3年前のオフライン開催の会場だったつくば国際会議場は,最寄り駅から徒歩10分ほどでアクセスしやすかったのに対し,今回は最寄駅から歩くと30分以上もかかってしまう。今後,大会を多くの人に楽しんでもらうためにも,会場までの移動も含めてより観覧しやすい大会に期待したい。
最後に,JeSU(一般社団法人日本eスポーツ連合)の岡村秀樹会長から今大会についての総括のコメントをいただいたので,以下に掲載する。
――今大会の総括をお願いいたします。
岡村秀樹氏:(以下,岡村氏)
やはり,3年ぶりにオフライン開催を実現できたことが大成功につながったと考えています。今回はeスポーツの特徴であるオンライン大会を予選に取り入れ,参加者を大きく拡大できました。その中から勝ち上がった126名を本戦に招待し,観戦してくれる観客も会場に入れることができました。また,新しい競技タイトルを取り入れられた点もよかったです。

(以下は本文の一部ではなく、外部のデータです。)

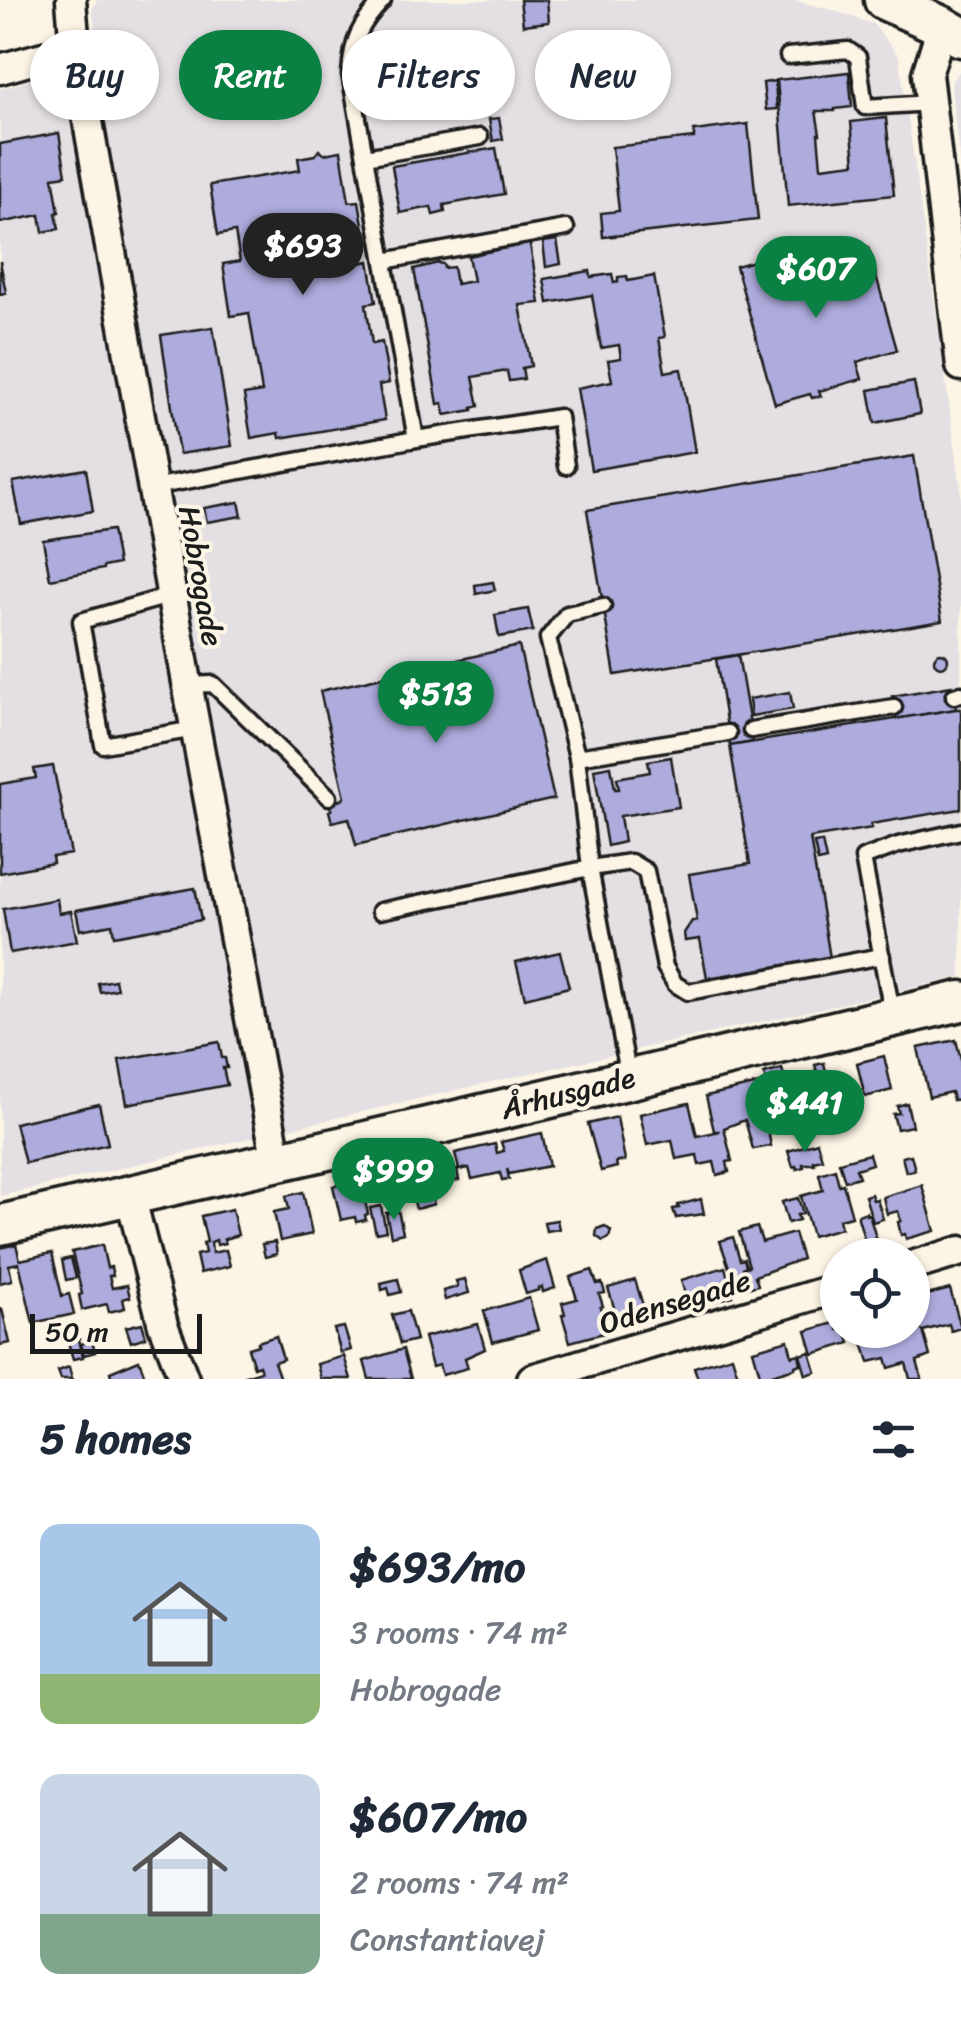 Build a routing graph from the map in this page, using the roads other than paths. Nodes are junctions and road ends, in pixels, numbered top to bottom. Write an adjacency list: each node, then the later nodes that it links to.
1 (70, 0): 4 (street, Hobrogade)
2 (383, 0): 12 (lane)
3 (884, 0): 5 (street)
4 (73, 30)
5 (952, 32): 9 (street)
6 (788, 56): 9 (lane)
7 (30, 61): 8 (street)
8 (0, 69)
9 (931, 103): 15 (street)
10 (88, 120): 18 (street, Hobrogade)
11 (480, 137): 12 (lane)
12 (365, 158): 14 (lane)
13 (566, 228): 14 (lane)
14 (384, 261): 16 (lane)
15 (961, 366)
16 (416, 439): 17 (lane); 18 (lane)
17 (566, 466)
18 (152, 487): 19 (street, Hobrogade)
19 (172, 596): 21 (street, Hobrogade); 23 (lane)
20 (603, 606): 26 (lane)
21 (187, 685): 23 (street, Hobrogade); 27 (lane)
22 (894, 707): 24 (lane)
23 (196, 729): 35 (street, Hobrogade)
24 (750, 730)
25 (728, 733): 26 (lane)
26 (577, 757): 29 (lane)
27 (329, 797)
28 (961, 830): 31 (lane)
29 (590, 868): 30 (lane); 31 (lane); 34 (lane)
30 (380, 912)
31 (882, 956): 33 (lane)
32 (961, 1001): 33 (street, Århusgade)
33 (893, 1017): 34 (street, Århusgade)
34 (629, 1078): 35 (street, Århusgade)
35 (277, 1162): 36 (street, Århusgade)
36 (130, 1196): 37 (street, Århusgade); 41 (street)
37 (0, 1225)
38 (961, 1252): 39 (street)
39 (930, 1261)
40 (820, 1293): 42 (street, Odensegade)
41 (184, 1379)
42 (532, 1379)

――1つの会場に全競技タイトルを集約しており,以前よりも気軽に複数タイトルの観戦を楽しめるように感じました。
岡村氏:
この会場は国体もできるように作られているということもあって,アリーナがあることで一か所に集約できるのは大きいですね。観客の皆さんをあちこちに分散させてしまうより,1つの会場に集まっていただき応援してもらうほうが,大会をやってる雰囲気がより感じられると思います。
――次回の展望についてコメントよろしくお願いします。
岡村氏:
可能であれば競技タイトルを増やしていきたいですね。また,参加者の間口も広げたいと考えています。「ぷよぷよeスポーツ」部門では小学生の部が盛り上がりましたが,全体的に幅広い年齢層の方が参加できるものになっていけばいいですね。
文化プログラムなので,プロからアマチュア,初めてゲーム大会を経験する方など,幅広く参加していただき,交流を深めてもらいたいですね。さまざまな方が関われる国体プログラムとしてのeスポーツ大会に成長していくことに期待しています。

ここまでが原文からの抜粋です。